• **WHAT THE EXERCISE ASKS**
Each entry should be given again exactly, with any image left out.
##############################
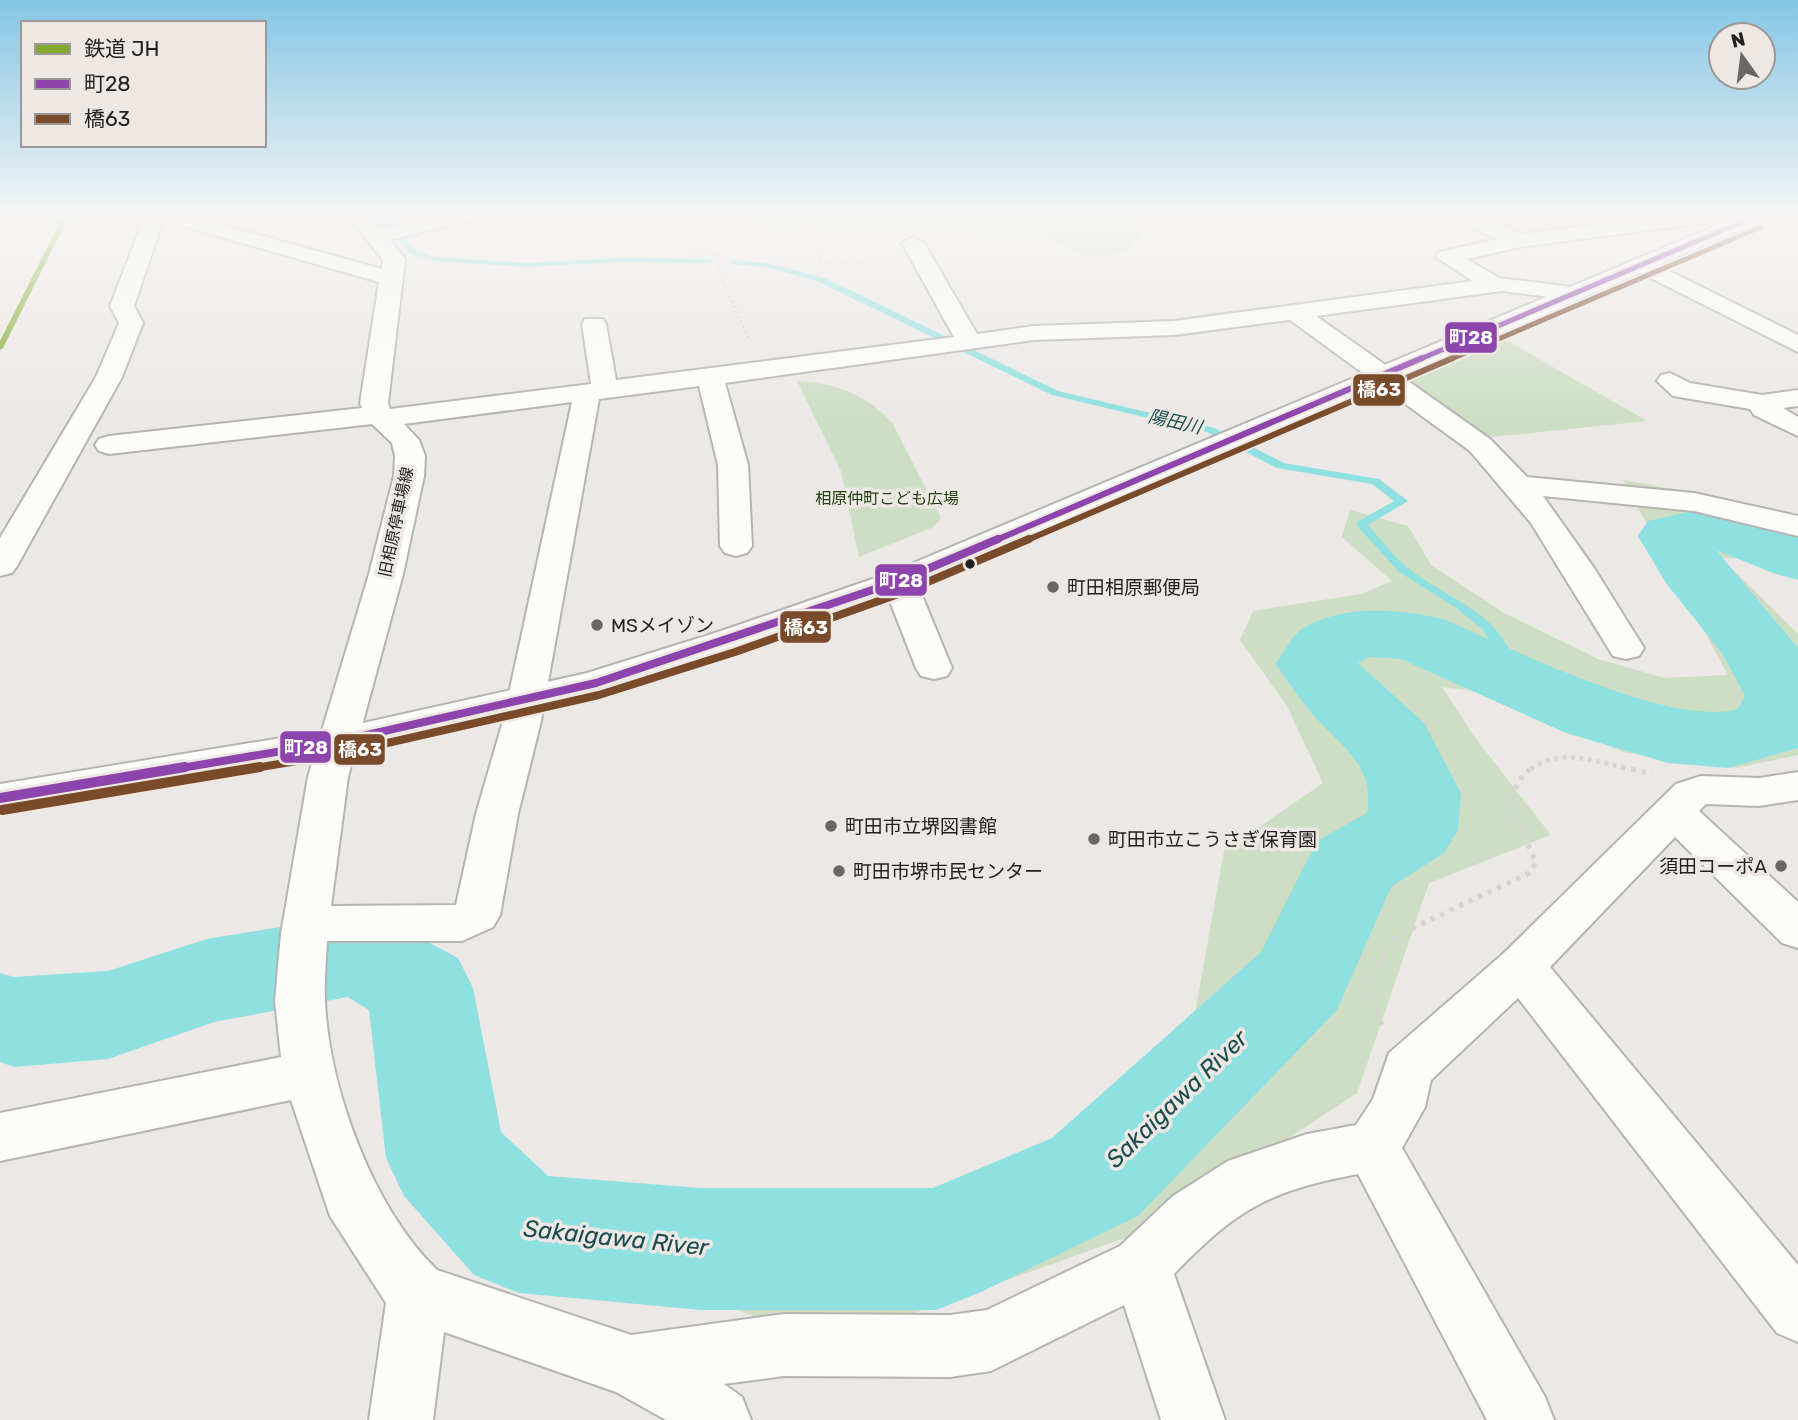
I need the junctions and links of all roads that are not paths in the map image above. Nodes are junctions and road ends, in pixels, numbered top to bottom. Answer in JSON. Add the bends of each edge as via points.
{"nodes":[{"id":1,"x":134,"y":282,"type":"edge"},
{"id":2,"x":397,"y":282,"type":"edge"},
{"id":3,"x":931,"y":282,"type":"edge"},
{"id":4,"x":1489,"y":282,"type":"edge"},
{"id":5,"x":1598,"y":282,"type":"edge"},
{"id":6,"x":1676,"y":282,"type":"edge"},
{"id":7,"x":1494,"y":285,"type":"junction"},
{"id":8,"x":1572,"y":293,"type":"junction"},
{"id":9,"x":1296,"y":313,"type":"junction"},
{"id":10,"x":594,"y":324,"type":"dead end"},
{"id":11,"x":957,"y":343,"type":"junction"},
{"id":12,"x":1798,"y":345,"type":"edge"},
{"id":13,"x":1382,"y":375,"type":"junction"},
{"id":14,"x":710,"y":377,"type":"junction"},
{"id":15,"x":1670,"y":381,"type":"dead end"},
{"id":16,"x":596,"y":392,"type":"junction"},
{"id":17,"x":1798,"y":398,"type":"edge"},
{"id":18,"x":1762,"y":403,"type":"junction"},
{"id":19,"x":380,"y":416,"type":"junction"},
{"id":20,"x":1798,"y":428,"type":"edge"},
{"id":21,"x":109,"y":445,"type":"dead end"},
{"id":22,"x":1519,"y":486,"type":"junction"},
{"id":23,"x":1798,"y":526,"type":"edge"},
{"id":24,"x":736,"y":547,"type":"dead end"},
{"id":25,"x":0,"y":566,"type":"edge"},
{"id":26,"x":899,"y":581,"type":"junction"},
{"id":27,"x":1626,"y":648,"type":"dead end"},
{"id":28,"x":934,"y":668,"type":"dead end"},
{"id":29,"x":525,"y":700,"type":"junction"},
{"id":30,"x":336,"y":743,"type":"junction"},
{"id":31,"x":1798,"y":786,"type":"edge"},
{"id":32,"x":0,"y":799,"type":"edge"},
{"id":33,"x":1688,"y":800,"type":"junction"},
{"id":34,"x":305,"y":929,"type":"junction"},
{"id":35,"x":1798,"y":930,"type":"edge"},
{"id":36,"x":1521,"y":966,"type":"junction"},
{"id":37,"x":309,"y":1074,"type":"junction"},
{"id":38,"x":0,"y":1137,"type":"edge"},
{"id":39,"x":1372,"y":1147,"type":"junction"},
{"id":40,"x":1141,"y":1266,"type":"junction"},
{"id":41,"x":418,"y":1293,"type":"junction"},
{"id":42,"x":1798,"y":1312,"type":"edge"},
{"id":43,"x":631,"y":1366,"type":"junction"},
{"id":44,"x":401,"y":1420,"type":"edge"},
{"id":45,"x":719,"y":1420,"type":"edge"},
{"id":46,"x":1193,"y":1420,"type":"edge"},
{"id":47,"x":1522,"y":1420,"type":"edge"}],
"edges":[{"from":1,"to":25,"type":"street","via":[[122,306],[131,323],[112,371]]},
{"from":2,"to":19,"type":"street","via":[[374,403]]},
{"from":3,"to":11,"type":"street"},
{"from":4,"to":7,"type":"street"},
{"from":5,"to":8,"type":"street"},
{"from":6,"to":12,"type":"street"},
{"from":7,"to":8,"type":"street"},
{"from":7,"to":9,"type":"street"},
{"from":8,"to":13,"type":"street"},
{"from":9,"to":11,"type":"street","via":[[1174,328],[1034,332]]},
{"from":9,"to":13,"type":"street"},
{"from":10,"to":16,"type":"street"},
{"from":11,"to":14,"type":"street"},
{"from":13,"to":22,"type":"street","via":[[1480,445]]},
{"from":13,"to":26,"type":"street"},
{"from":14,"to":16,"type":"street"},
{"from":14,"to":24,"type":"street","via":[[733,465]]},
{"from":15,"to":18,"type":"street","via":[[1682,390]]},
{"from":16,"to":19,"type":"street"},
{"from":16,"to":29,"type":"street"},
{"from":17,"to":18,"type":"street"},
{"from":18,"to":20,"type":"street","via":[[1764,409]]},
{"from":19,"to":21,"type":"street"},
{"from":19,"to":30,"type":"street","name":"旧相原停車場線","via":[[405,440],[410,456],[408,476],[386,574]]},
{"from":22,"to":23,"type":"street","via":[[1651,493],[1727,506]]},
{"from":22,"to":27,"type":"street","via":[[1569,551]]},
{"from":26,"to":28,"type":"street"},
{"from":26,"to":29,"type":"street","via":[[663,663]]},
{"from":29,"to":30,"type":"street"},
{"from":29,"to":34,"type":"street","via":[[477,915],[462,923]]},
{"from":30,"to":32,"type":"street"},
{"from":30,"to":34,"type":"street","name":"旧相原停車場線"},
{"from":31,"to":33,"type":"street"},
{"from":33,"to":35,"type":"street"},
{"from":33,"to":36,"type":"street"},
{"from":34,"to":37,"type":"street","name":"旧相原停車場線","via":[[300,1001]]},
{"from":36,"to":39,"type":"street","via":[[1407,1069],[1398,1107]]},
{"from":36,"to":42,"type":"street"},
{"from":37,"to":38,"type":"street"},
{"from":37,"to":41,"type":"street","name":"旧相原停車場線","via":[[350,1198],[400,1275]]},
{"from":39,"to":40,"type":"street","via":[[1307,1159],[1248,1179],[1193,1215]]},
{"from":39,"to":47,"type":"street"},
{"from":40,"to":43,"type":"street","via":[[991,1340],[950,1346],[784,1345]]},
{"from":40,"to":46,"type":"street"},
{"from":41,"to":43,"type":"street"},
{"from":41,"to":44,"type":"street"},
{"from":43,"to":45,"type":"street","via":[[685,1395]]}]}
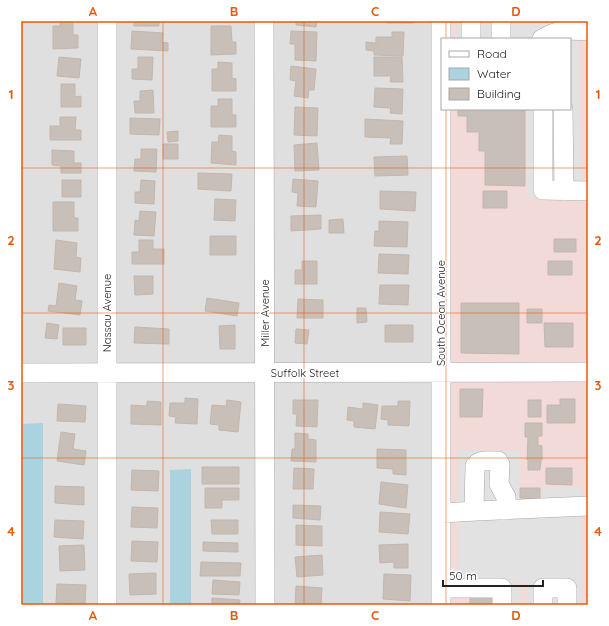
##############################
• **EXERCISE RESULT**
I need the junctions and links of all roads that are not paths in the map image above. Nodes are junctions and road ends, in pixels, numbered top to bottom. Answer in JSON. Add the bends of each edge as via points.
{"nodes":[{"id":1,"x":134,"y":282,"type":"edge"},
{"id":2,"x":397,"y":282,"type":"edge"},
{"id":3,"x":931,"y":282,"type":"edge"},
{"id":4,"x":1489,"y":282,"type":"edge"},
{"id":5,"x":1598,"y":282,"type":"edge"},
{"id":6,"x":1676,"y":282,"type":"edge"},
{"id":7,"x":1494,"y":285,"type":"junction"},
{"id":8,"x":1572,"y":293,"type":"junction"},
{"id":9,"x":1296,"y":313,"type":"junction"},
{"id":10,"x":594,"y":324,"type":"dead end"},
{"id":11,"x":957,"y":343,"type":"junction"},
{"id":12,"x":1798,"y":345,"type":"edge"},
{"id":13,"x":1382,"y":375,"type":"junction"},
{"id":14,"x":710,"y":377,"type":"junction"},
{"id":15,"x":1670,"y":381,"type":"dead end"},
{"id":16,"x":596,"y":392,"type":"junction"},
{"id":17,"x":1798,"y":398,"type":"edge"},
{"id":18,"x":1762,"y":403,"type":"junction"},
{"id":19,"x":380,"y":416,"type":"junction"},
{"id":20,"x":1798,"y":428,"type":"edge"},
{"id":21,"x":109,"y":445,"type":"dead end"},
{"id":22,"x":1519,"y":486,"type":"junction"},
{"id":23,"x":1798,"y":526,"type":"edge"},
{"id":24,"x":736,"y":547,"type":"dead end"},
{"id":25,"x":0,"y":566,"type":"edge"},
{"id":26,"x":899,"y":581,"type":"junction"},
{"id":27,"x":1626,"y":648,"type":"dead end"},
{"id":28,"x":934,"y":668,"type":"dead end"},
{"id":29,"x":525,"y":700,"type":"junction"},
{"id":30,"x":336,"y":743,"type":"junction"},
{"id":31,"x":1798,"y":786,"type":"edge"},
{"id":32,"x":0,"y":799,"type":"edge"},
{"id":33,"x":1688,"y":800,"type":"junction"},
{"id":34,"x":305,"y":929,"type":"junction"},
{"id":35,"x":1798,"y":930,"type":"edge"},
{"id":36,"x":1521,"y":966,"type":"junction"},
{"id":37,"x":309,"y":1074,"type":"junction"},
{"id":38,"x":0,"y":1137,"type":"edge"},
{"id":39,"x":1372,"y":1147,"type":"junction"},
{"id":40,"x":1141,"y":1266,"type":"junction"},
{"id":41,"x":418,"y":1293,"type":"junction"},
{"id":42,"x":1798,"y":1312,"type":"edge"},
{"id":43,"x":631,"y":1366,"type":"junction"},
{"id":44,"x":401,"y":1420,"type":"edge"},
{"id":45,"x":719,"y":1420,"type":"edge"},
{"id":46,"x":1193,"y":1420,"type":"edge"},
{"id":47,"x":1522,"y":1420,"type":"edge"}],
"edges":[{"from":1,"to":25,"type":"street","via":[[122,306],[131,323],[112,371]]},
{"from":2,"to":19,"type":"street","via":[[374,403]]},
{"from":3,"to":11,"type":"street"},
{"from":4,"to":7,"type":"street"},
{"from":5,"to":8,"type":"street"},
{"from":6,"to":12,"type":"street"},
{"from":7,"to":8,"type":"street"},
{"from":7,"to":9,"type":"street"},
{"from":8,"to":13,"type":"street"},
{"from":9,"to":11,"type":"street","via":[[1174,328],[1034,332]]},
{"from":9,"to":13,"type":"street"},
{"from":10,"to":16,"type":"street"},
{"from":11,"to":14,"type":"street"},
{"from":13,"to":22,"type":"street","via":[[1480,445]]},
{"from":13,"to":26,"type":"street"},
{"from":14,"to":16,"type":"street"},
{"from":14,"to":24,"type":"street","via":[[733,465]]},
{"from":15,"to":18,"type":"street","via":[[1682,390]]},
{"from":16,"to":19,"type":"street"},
{"from":16,"to":29,"type":"street"},
{"from":17,"to":18,"type":"street"},
{"from":18,"to":20,"type":"street","via":[[1764,409]]},
{"from":19,"to":21,"type":"street"},
{"from":19,"to":30,"type":"street","name":"旧相原停車場線","via":[[405,440],[410,456],[408,476],[386,574]]},
{"from":22,"to":23,"type":"street","via":[[1651,493],[1727,506]]},
{"from":22,"to":27,"type":"street","via":[[1569,551]]},
{"from":26,"to":28,"type":"street"},
{"from":26,"to":29,"type":"street","via":[[663,663]]},
{"from":29,"to":30,"type":"street"},
{"from":29,"to":34,"type":"street","via":[[477,915],[462,923]]},
{"from":30,"to":32,"type":"street"},
{"from":30,"to":34,"type":"street","name":"旧相原停車場線"},
{"from":31,"to":33,"type":"street"},
{"from":33,"to":35,"type":"street"},
{"from":33,"to":36,"type":"street"},
{"from":34,"to":37,"type":"street","name":"旧相原停車場線","via":[[300,1001]]},
{"from":36,"to":39,"type":"street","via":[[1407,1069],[1398,1107]]},
{"from":36,"to":42,"type":"street"},
{"from":37,"to":38,"type":"street"},
{"from":37,"to":41,"type":"street","name":"旧相原停車場線","via":[[350,1198],[400,1275]]},
{"from":39,"to":40,"type":"street","via":[[1307,1159],[1248,1179],[1193,1215]]},
{"from":39,"to":47,"type":"street"},
{"from":40,"to":43,"type":"street","via":[[991,1340],[950,1346],[784,1345]]},
{"from":40,"to":46,"type":"street"},
{"from":41,"to":43,"type":"street"},
{"from":41,"to":44,"type":"street"},
{"from":43,"to":45,"type":"street","via":[[685,1395]]}]}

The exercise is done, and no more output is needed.